PROMPT: Below are the data; count the lines with the string "junction" in them and give that number only.

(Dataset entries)
==============================
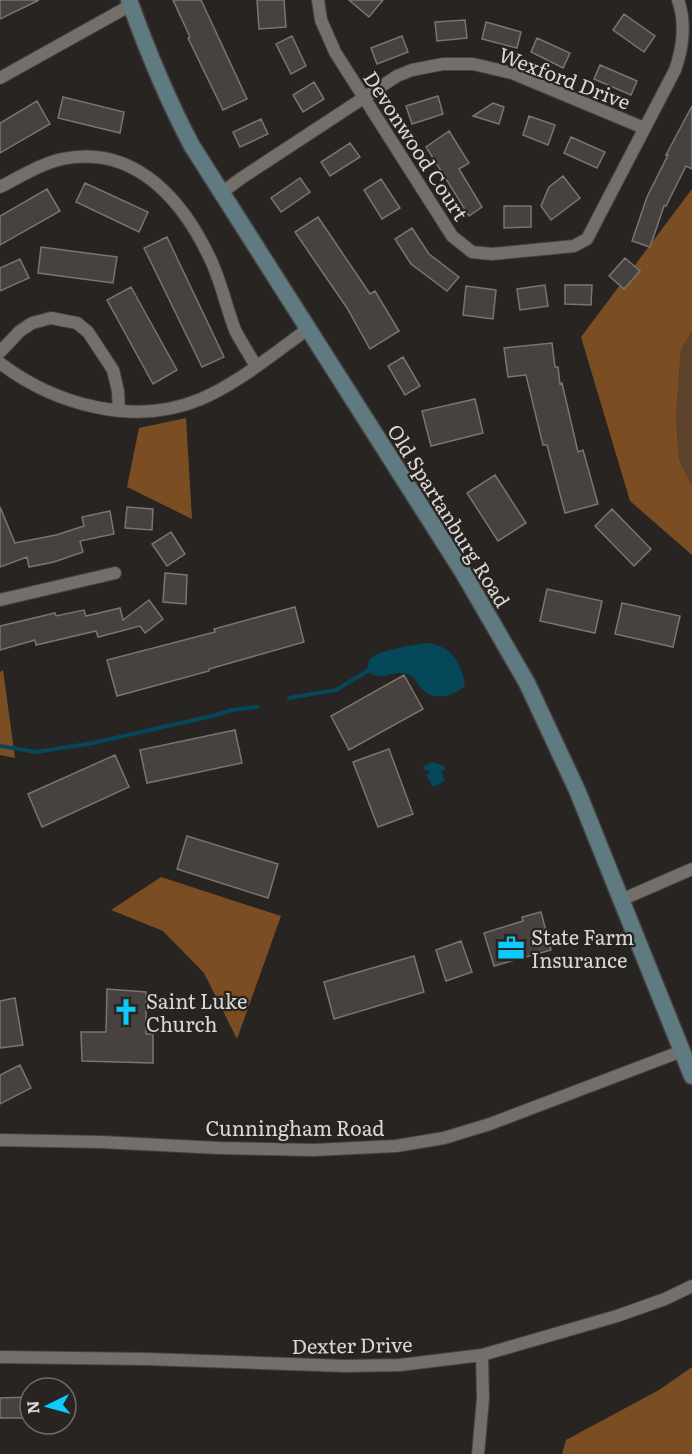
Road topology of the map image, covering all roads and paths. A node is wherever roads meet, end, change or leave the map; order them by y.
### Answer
1 (318, 0) edge
2 (678, 0) edge
3 (130, 2) edge
4 (0, 78) edge
5 (364, 98) junction
6 (644, 128) junction
7 (0, 187) edge
8 (221, 193) junction
9 (308, 329) junction
10 (0, 352) edge
11 (0, 363) edge
12 (256, 366) junction
13 (119, 411) junction
14 (115, 573) dead end
15 (0, 600) edge
16 (692, 869) edge
17 (621, 900) junction
18 (682, 1051) junction
19 (692, 1076) edge
20 (0, 1140) edge
21 (692, 1286) edge
22 (482, 1355) junction
23 (0, 1357) edge
24 (478, 1454) edge

1 - 5 street, Devonwood Court
2 - 6 street, Devonwood Court
3 - 4 street
3 - 8 main road, Old Spartanburg Road
5 - 6 street, Wexford Drive
5 - 6 street, Devonwood Court
5 - 8 street, Wexford Drive
7 - 12 street
8 - 9 main road, Old Spartanburg Road
9 - 12 street
9 - 17 main road, Old Spartanburg Road
10 - 13 street
11 - 13 street
12 - 13 street
14 - 15 street
16 - 17 street
17 - 18 main road, Old Spartanburg Road
18 - 19 main road, Old Spartanburg Road
18 - 20 street, Cunningham Road
21 - 22 street, Dexter Drive
22 - 23 street, Dexter Drive
22 - 24 street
==============================
TASK RESULT: 9